__EXERCISE PROMPT__
Repeat each entry exactly. Drop every image.

Start of DATA SUPPLIED

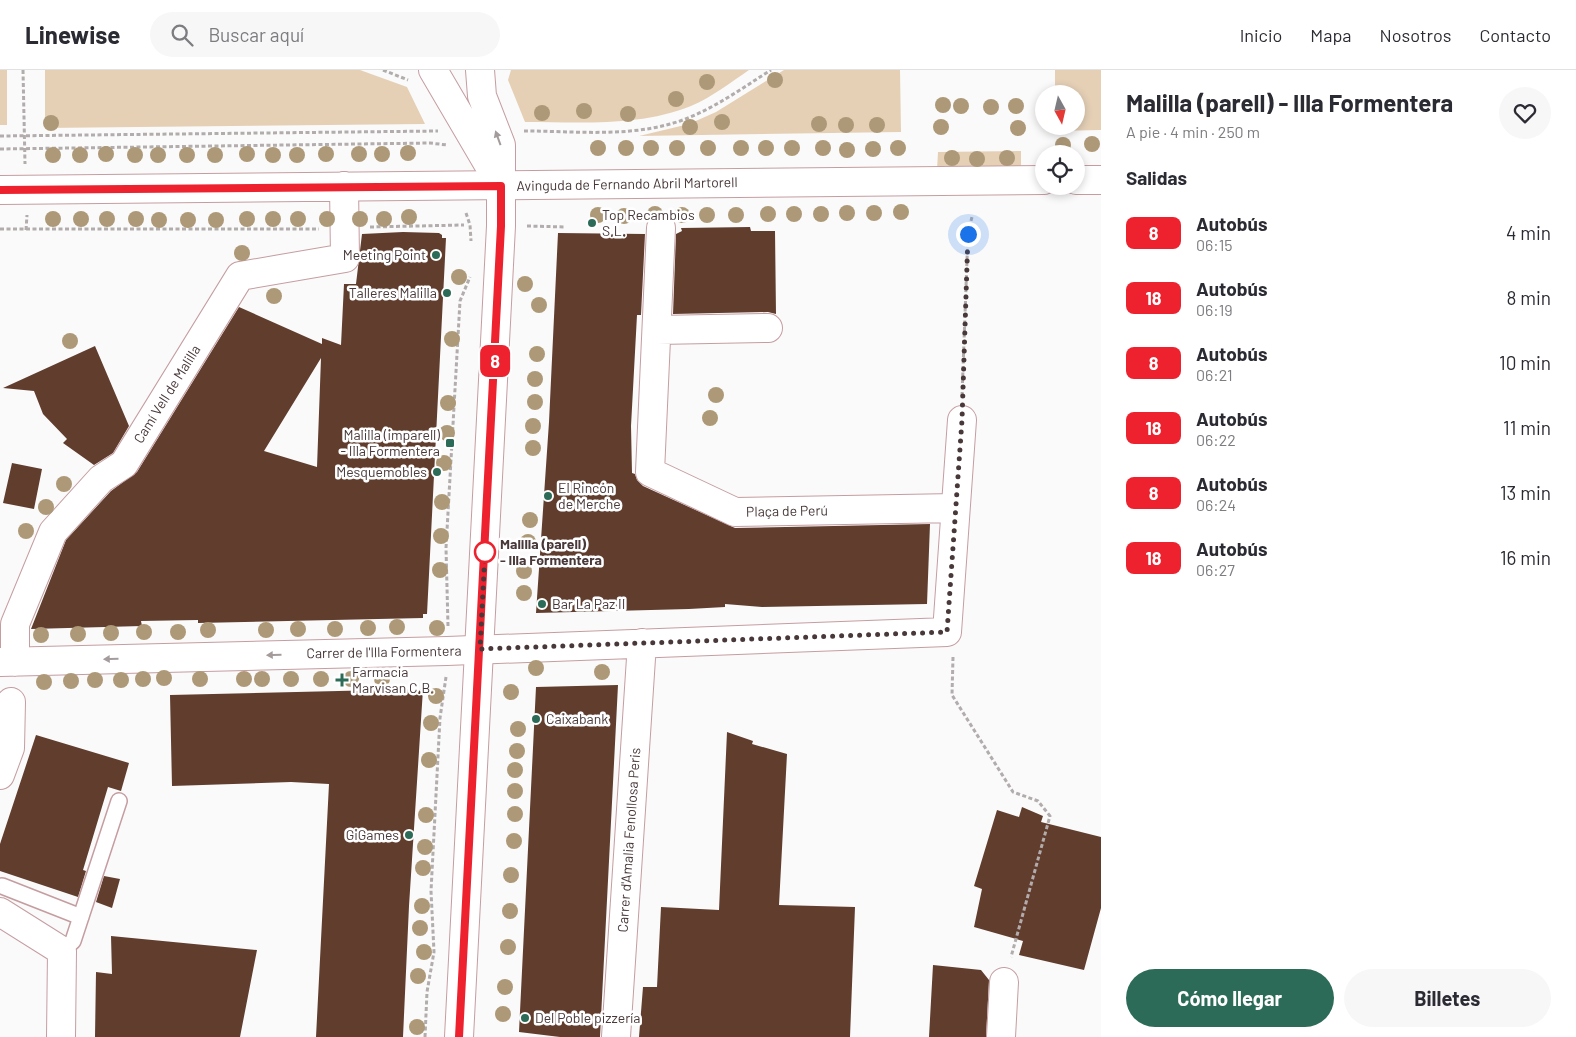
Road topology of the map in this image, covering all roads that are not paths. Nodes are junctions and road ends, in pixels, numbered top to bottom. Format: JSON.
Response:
{"nodes":[{"id":1,"x":480,"y":70,"type":"edge"},
{"id":2,"x":422,"y":76,"type":"edge"},
{"id":3,"x":1035,"y":180,"type":"edge"},
{"id":4,"x":1085,"y":180,"type":"edge"},
{"id":5,"x":1101,"y":180,"type":"edge"},
{"id":6,"x":344,"y":186,"type":"junction"},
{"id":7,"x":501,"y":186,"type":"junction"},
{"id":8,"x":0,"y":190,"type":"edge"},
{"id":9,"x":661,"y":228,"type":"dead end"},
{"id":10,"x":768,"y":328,"type":"dead end"},
{"id":11,"x":657,"y":330,"type":"junction"},
{"id":12,"x":962,"y":420,"type":"road end"},
{"id":13,"x":955,"y":508,"type":"junction"},
{"id":14,"x":642,"y":644,"type":"junction"},
{"id":15,"x":480,"y":649,"type":"junction"},
{"id":16,"x":7,"y":662,"type":"edge"},
{"id":17,"x":11,"y":702,"type":"dead end"},
{"id":18,"x":0,"y":775,"type":"edge"},
{"id":19,"x":119,"y":801,"type":"dead end"},
{"id":20,"x":1,"y":899,"type":"edge"},
{"id":21,"x":81,"y":917,"type":"junction"},
{"id":22,"x":62,"y":951,"type":"junction"},
{"id":23,"x":1004,"y":982,"type":"road end"},
{"id":24,"x":62,"y":1037,"type":"edge"},
{"id":25,"x":459,"y":1037,"type":"edge"},
{"id":26,"x":616,"y":1037,"type":"edge"},
{"id":27,"x":1000,"y":1037,"type":"edge"}],
"edges":[{"from":7,"to":1,"type":"street","one_way":true},
{"from":2,"to":7,"type":"street"},
{"from":3,"to":7,"type":"street","name":"Avinguda de Fernando Abril Martorell"},
{"from":4,"to":5,"type":"street"},
{"from":6,"to":7,"type":"street","name":"Avinguda de Fernando Abril Martorell"},
{"from":6,"to":8,"type":"street","name":"Avinguda de Fernando Abril Martorell"},
{"from":6,"to":16,"type":"street","name":"Camí Vell de Malilla"},
{"from":7,"to":15,"type":"street"},
{"from":9,"to":11,"type":"street","name":"Plaça de Perú"},
{"from":10,"to":11,"type":"street"},
{"from":11,"to":13,"type":"street","name":"Plaça de Perú"},
{"from":12,"to":13,"type":"street"},
{"from":13,"to":14,"type":"street","name":"Carrer de l'Illa Formentera"},
{"from":14,"to":15,"type":"street","name":"Carrer de l'Illa Formentera"},
{"from":14,"to":26,"type":"street","name":"Carrer d'Amalia Fenollosa Peris"},
{"from":15,"to":16,"type":"street","name":"Carrer de l'Illa Formentera","one_way":true},
{"from":15,"to":25,"type":"street"},
{"from":17,"to":18,"type":"street"},
{"from":19,"to":21,"type":"lane"},
{"from":20,"to":21,"type":"lane"},
{"from":20,"to":22,"type":"street"},
{"from":21,"to":22,"type":"lane"},
{"from":22,"to":24,"type":"street"},
{"from":23,"to":27,"type":"street"}]}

End of DATA SUPPLIED

__EXERCISE SOLUTION__
Road topology of the map in this image, covering all roads that are not paths. Nodes are junctions and road ends, in pixels, numbered top to bottom. Format: JSON.
Response:
{"nodes":[{"id":1,"x":480,"y":70,"type":"edge"},
{"id":2,"x":422,"y":76,"type":"edge"},
{"id":3,"x":1035,"y":180,"type":"edge"},
{"id":4,"x":1085,"y":180,"type":"edge"},
{"id":5,"x":1101,"y":180,"type":"edge"},
{"id":6,"x":344,"y":186,"type":"junction"},
{"id":7,"x":501,"y":186,"type":"junction"},
{"id":8,"x":0,"y":190,"type":"edge"},
{"id":9,"x":661,"y":228,"type":"dead end"},
{"id":10,"x":768,"y":328,"type":"dead end"},
{"id":11,"x":657,"y":330,"type":"junction"},
{"id":12,"x":962,"y":420,"type":"road end"},
{"id":13,"x":955,"y":508,"type":"junction"},
{"id":14,"x":642,"y":644,"type":"junction"},
{"id":15,"x":480,"y":649,"type":"junction"},
{"id":16,"x":7,"y":662,"type":"edge"},
{"id":17,"x":11,"y":702,"type":"dead end"},
{"id":18,"x":0,"y":775,"type":"edge"},
{"id":19,"x":119,"y":801,"type":"dead end"},
{"id":20,"x":1,"y":899,"type":"edge"},
{"id":21,"x":81,"y":917,"type":"junction"},
{"id":22,"x":62,"y":951,"type":"junction"},
{"id":23,"x":1004,"y":982,"type":"road end"},
{"id":24,"x":62,"y":1037,"type":"edge"},
{"id":25,"x":459,"y":1037,"type":"edge"},
{"id":26,"x":616,"y":1037,"type":"edge"},
{"id":27,"x":1000,"y":1037,"type":"edge"}],
"edges":[{"from":7,"to":1,"type":"street","one_way":true},
{"from":2,"to":7,"type":"street"},
{"from":3,"to":7,"type":"street","name":"Avinguda de Fernando Abril Martorell"},
{"from":4,"to":5,"type":"street"},
{"from":6,"to":7,"type":"street","name":"Avinguda de Fernando Abril Martorell"},
{"from":6,"to":8,"type":"street","name":"Avinguda de Fernando Abril Martorell"},
{"from":6,"to":16,"type":"street","name":"Camí Vell de Malilla"},
{"from":7,"to":15,"type":"street"},
{"from":9,"to":11,"type":"street","name":"Plaça de Perú"},
{"from":10,"to":11,"type":"street"},
{"from":11,"to":13,"type":"street","name":"Plaça de Perú"},
{"from":12,"to":13,"type":"street"},
{"from":13,"to":14,"type":"street","name":"Carrer de l'Illa Formentera"},
{"from":14,"to":15,"type":"street","name":"Carrer de l'Illa Formentera"},
{"from":14,"to":26,"type":"street","name":"Carrer d'Amalia Fenollosa Peris"},
{"from":15,"to":16,"type":"street","name":"Carrer de l'Illa Formentera","one_way":true},
{"from":15,"to":25,"type":"street"},
{"from":17,"to":18,"type":"street"},
{"from":19,"to":21,"type":"lane"},
{"from":20,"to":21,"type":"lane"},
{"from":20,"to":22,"type":"street"},
{"from":21,"to":22,"type":"lane"},
{"from":22,"to":24,"type":"street"},
{"from":23,"to":27,"type":"street"}]}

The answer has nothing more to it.